High taxes, expensive local content hurting pay TV industry, says player

Azam TV general manager Simon Arineitwe (L), demonstrates to Vice President Edward Ssekandi (C) and Information and National Guidance Minister Rose Namayanja how the station functions during the launch in Kampala on Thursday. PHOTO BY FARIDAH KULABAKO

What you need to know:

Competition. New entrant joins the industry which already has six pay TV companies.

Kampala. Azam Tv management has asked government to waive taxes on equipment used in relaying pay-tv services, saying high taxes have stifled penetration and are a threat to meeting the June 2015 digital migration deadline.
Speaking on the sidelines at the official launch of Azam TV in Kampala on Thursday, the firm’s general manager, Mr Simon Arineitwe, said the industry pays 49 per cent of revenue in taxes that include 25 per cent import duty on dishes, 6 per cent withholding tax and 18 per cent Value Added Tax.
This is in addition to the 0.5 per cent Uganda National Bureau of Standards (UNBS) levy and the railway contribution levy, which they consider as deterrent for more people to afford pay-tv services since they (taxes) are all passed on to the final consumer in form of high prices.

Government asked
Although government waived the 25 per cent import duty on decoders, Mr Arineitwe said the waiver should cut across all equipment used in pay-tv to make services affordable and facilitate digital migration.
“Pay–tv products need to be as cheap as possible because they serve as cardinal steppingstones for Uganda to migrate from analogue to digital broadcasting. More tax waivers or cuts will enable more people who own television sets to get on board and not be left out as the country transits to digital broadcasting,” he said.
According to statistics from the Uganda Communications Commission, Uganda had five million TV sets as of December 2012, and analogue accounted for over 90 per cent. This means that only a handful of Ugandans use pay-tv services as majority cannot afford the high installation costs and highly priced monthly subscription.
Vice President Edward Ssekandi urged Azam-tv to focus on socio-economic concerns that affect people and air well researched programmes to avoid legal battles.

About azam tv
Azam Tv is a subsidiary of Bakhresa group of Companies. It first launched in Tanzania in December last year and it plans to venture into other countries in sub-Saharan Africa including Kenya, Zambia, Rwanda, Malawi and Sierra Leone this year. Subscription can be done through MTN or Airtel Mobile Money and any Payway service machines and agents country wide.
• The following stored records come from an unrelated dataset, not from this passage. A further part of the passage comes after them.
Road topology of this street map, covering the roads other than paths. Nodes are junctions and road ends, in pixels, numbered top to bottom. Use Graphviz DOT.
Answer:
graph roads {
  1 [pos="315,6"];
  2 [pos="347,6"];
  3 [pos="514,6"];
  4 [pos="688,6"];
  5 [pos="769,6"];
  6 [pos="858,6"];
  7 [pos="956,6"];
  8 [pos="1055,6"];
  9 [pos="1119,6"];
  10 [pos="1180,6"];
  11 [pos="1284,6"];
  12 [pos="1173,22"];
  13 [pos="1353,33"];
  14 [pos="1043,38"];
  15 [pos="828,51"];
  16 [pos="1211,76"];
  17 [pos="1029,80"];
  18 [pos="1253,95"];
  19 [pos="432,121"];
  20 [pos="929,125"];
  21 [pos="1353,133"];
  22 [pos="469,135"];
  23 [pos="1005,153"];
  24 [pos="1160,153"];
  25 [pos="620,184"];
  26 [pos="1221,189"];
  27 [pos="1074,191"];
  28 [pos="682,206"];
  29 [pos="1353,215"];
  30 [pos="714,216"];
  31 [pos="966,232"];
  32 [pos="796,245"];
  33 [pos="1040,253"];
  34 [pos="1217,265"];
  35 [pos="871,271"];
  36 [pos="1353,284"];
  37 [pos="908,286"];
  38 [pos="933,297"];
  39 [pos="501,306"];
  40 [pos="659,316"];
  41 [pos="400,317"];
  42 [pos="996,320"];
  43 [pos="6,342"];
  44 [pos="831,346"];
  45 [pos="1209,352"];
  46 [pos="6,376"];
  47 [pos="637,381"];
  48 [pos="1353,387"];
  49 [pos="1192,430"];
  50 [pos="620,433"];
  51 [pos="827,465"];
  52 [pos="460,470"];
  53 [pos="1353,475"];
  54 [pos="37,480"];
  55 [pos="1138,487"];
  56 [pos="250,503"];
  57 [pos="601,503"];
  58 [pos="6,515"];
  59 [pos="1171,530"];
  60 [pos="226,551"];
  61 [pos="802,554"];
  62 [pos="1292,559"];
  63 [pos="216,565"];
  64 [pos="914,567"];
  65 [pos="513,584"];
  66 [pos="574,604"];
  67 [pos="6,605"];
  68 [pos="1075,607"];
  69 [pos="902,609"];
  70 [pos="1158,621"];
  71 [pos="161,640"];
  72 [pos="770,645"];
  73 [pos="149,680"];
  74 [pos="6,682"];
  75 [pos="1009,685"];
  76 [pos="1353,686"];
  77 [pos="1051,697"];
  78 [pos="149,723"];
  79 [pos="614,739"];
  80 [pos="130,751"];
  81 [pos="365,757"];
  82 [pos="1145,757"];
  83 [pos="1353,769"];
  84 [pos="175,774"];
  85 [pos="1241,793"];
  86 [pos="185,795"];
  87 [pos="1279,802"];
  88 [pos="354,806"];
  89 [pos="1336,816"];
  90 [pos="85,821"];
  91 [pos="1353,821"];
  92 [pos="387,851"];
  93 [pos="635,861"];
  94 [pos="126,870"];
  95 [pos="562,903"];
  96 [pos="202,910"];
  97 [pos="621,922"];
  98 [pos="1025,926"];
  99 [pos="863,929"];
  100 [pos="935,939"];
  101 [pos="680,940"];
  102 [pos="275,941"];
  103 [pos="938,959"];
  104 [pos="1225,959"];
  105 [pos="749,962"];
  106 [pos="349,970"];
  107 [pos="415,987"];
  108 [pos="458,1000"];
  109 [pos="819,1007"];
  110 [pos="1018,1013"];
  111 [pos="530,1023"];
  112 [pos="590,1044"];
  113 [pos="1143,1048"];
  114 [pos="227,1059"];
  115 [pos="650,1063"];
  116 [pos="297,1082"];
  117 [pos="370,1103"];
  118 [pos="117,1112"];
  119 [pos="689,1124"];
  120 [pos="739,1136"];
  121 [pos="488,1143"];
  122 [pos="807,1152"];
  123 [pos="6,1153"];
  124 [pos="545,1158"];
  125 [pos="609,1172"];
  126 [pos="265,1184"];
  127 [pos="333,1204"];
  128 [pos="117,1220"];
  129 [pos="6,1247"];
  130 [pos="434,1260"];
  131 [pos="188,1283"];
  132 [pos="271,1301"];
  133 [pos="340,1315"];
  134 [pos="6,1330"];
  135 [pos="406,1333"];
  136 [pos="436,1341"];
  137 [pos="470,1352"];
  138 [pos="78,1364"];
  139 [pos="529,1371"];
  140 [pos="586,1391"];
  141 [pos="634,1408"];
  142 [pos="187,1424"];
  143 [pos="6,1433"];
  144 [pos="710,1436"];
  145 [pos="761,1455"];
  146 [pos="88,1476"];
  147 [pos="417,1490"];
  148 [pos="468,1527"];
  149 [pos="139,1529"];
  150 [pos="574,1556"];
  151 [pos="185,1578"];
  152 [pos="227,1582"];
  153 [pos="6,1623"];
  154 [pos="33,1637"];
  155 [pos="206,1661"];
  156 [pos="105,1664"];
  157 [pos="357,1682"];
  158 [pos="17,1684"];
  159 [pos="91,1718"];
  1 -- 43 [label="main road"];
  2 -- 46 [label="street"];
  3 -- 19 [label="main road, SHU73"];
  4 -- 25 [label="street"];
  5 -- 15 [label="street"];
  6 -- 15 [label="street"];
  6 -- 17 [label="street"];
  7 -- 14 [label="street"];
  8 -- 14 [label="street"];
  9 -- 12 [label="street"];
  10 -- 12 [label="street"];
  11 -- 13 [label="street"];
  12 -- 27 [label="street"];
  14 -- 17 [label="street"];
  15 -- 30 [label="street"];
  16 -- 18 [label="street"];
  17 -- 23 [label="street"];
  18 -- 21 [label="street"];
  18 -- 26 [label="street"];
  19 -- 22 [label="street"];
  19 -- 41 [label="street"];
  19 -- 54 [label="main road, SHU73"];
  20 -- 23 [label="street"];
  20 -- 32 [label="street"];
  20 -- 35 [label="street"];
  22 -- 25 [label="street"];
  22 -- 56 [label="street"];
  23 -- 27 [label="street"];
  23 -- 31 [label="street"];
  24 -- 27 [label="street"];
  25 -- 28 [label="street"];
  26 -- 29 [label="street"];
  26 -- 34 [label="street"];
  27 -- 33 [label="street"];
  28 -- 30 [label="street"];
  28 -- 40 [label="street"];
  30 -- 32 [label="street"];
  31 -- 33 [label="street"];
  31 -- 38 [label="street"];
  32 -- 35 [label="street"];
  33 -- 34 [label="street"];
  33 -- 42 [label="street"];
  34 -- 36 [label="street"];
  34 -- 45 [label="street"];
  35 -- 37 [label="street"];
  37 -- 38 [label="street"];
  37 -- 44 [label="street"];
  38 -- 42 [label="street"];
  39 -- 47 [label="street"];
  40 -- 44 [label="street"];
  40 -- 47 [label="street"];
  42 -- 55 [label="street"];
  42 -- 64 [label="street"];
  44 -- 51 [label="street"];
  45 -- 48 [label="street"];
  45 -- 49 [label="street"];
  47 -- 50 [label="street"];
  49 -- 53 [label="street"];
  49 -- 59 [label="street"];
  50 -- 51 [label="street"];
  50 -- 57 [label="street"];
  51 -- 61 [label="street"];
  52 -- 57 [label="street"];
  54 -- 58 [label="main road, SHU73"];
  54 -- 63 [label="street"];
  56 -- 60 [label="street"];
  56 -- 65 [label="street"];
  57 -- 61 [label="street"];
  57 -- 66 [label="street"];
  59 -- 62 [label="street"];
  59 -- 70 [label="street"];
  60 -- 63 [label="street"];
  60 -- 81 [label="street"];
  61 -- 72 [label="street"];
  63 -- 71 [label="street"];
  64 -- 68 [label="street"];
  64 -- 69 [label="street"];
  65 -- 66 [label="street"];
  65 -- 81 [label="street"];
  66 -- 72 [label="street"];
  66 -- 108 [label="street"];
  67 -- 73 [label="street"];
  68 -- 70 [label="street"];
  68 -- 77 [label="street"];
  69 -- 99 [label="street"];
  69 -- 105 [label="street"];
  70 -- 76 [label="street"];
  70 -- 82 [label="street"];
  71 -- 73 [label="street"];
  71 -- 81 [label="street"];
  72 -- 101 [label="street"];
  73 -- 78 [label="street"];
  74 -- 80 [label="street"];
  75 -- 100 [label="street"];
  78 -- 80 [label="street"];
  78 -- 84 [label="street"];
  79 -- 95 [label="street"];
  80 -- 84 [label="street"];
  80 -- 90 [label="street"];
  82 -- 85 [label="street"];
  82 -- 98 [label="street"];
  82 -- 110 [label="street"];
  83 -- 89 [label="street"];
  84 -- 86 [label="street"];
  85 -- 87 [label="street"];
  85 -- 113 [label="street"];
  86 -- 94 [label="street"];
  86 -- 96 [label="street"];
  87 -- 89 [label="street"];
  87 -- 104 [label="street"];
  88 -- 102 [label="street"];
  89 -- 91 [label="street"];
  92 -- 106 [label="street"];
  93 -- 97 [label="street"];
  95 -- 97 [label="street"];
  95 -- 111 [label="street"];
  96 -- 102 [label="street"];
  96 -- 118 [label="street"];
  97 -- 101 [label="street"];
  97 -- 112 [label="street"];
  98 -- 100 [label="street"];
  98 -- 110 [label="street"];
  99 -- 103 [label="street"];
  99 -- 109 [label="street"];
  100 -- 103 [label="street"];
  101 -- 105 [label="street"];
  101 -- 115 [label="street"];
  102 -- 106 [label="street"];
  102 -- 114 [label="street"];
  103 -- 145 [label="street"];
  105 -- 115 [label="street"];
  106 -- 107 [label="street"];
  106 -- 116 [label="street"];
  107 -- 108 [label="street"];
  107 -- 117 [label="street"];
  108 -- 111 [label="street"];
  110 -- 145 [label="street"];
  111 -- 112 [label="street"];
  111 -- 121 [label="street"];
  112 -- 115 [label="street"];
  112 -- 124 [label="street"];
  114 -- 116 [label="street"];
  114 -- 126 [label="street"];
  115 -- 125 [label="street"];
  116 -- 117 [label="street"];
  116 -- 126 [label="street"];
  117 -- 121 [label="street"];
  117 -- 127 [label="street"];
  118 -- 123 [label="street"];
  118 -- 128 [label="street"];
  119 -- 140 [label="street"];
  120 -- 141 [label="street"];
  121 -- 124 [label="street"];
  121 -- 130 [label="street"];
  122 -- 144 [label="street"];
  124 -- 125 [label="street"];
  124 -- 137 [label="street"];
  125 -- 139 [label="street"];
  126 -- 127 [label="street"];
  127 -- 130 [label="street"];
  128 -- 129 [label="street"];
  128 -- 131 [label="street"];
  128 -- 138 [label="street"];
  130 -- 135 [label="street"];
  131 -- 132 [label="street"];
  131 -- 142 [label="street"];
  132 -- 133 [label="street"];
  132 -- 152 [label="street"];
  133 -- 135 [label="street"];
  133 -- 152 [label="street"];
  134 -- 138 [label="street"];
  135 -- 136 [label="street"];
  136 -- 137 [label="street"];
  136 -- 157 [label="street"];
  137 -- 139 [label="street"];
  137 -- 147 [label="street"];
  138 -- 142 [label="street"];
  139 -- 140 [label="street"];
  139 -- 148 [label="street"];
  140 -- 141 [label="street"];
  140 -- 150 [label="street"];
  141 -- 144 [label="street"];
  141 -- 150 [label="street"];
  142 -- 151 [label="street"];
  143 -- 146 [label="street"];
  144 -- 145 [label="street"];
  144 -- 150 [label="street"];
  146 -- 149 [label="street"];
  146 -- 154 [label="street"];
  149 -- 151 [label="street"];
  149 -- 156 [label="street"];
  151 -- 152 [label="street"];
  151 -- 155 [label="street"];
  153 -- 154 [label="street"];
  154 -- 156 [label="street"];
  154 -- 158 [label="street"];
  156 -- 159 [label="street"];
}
Player to tighten competition in pay-tv

Azam-tv, a subsidiary Bakhresa group of Companies, is expected to stiffen competition in the industry that now has about six players including Dstv, GOtv, Zuku, StarTimes and Pearl.
Players have in the past few months been fiercely competing by slashing prices, among others, to retain customers and also attract new ones. Azam-tv, which uses satellite technology, charges an initial fee of Shs250,000 that includes a High Definition (HD) decoder, dish and installation fee.
Unlike the other service providers that segment packages, Azam has a single package at Shs25,000 per month for over 50 local and international television channels. StarTimes on the other hand charges Shs16,500 for the basic bouquet, Shs33,000 for classic and Shs60,000 for the unique bouquet per month while Dstv charges Shs24,000 for the Access package, Shs45,000 for Family and Shs160,200 for the premium bouquet, among others.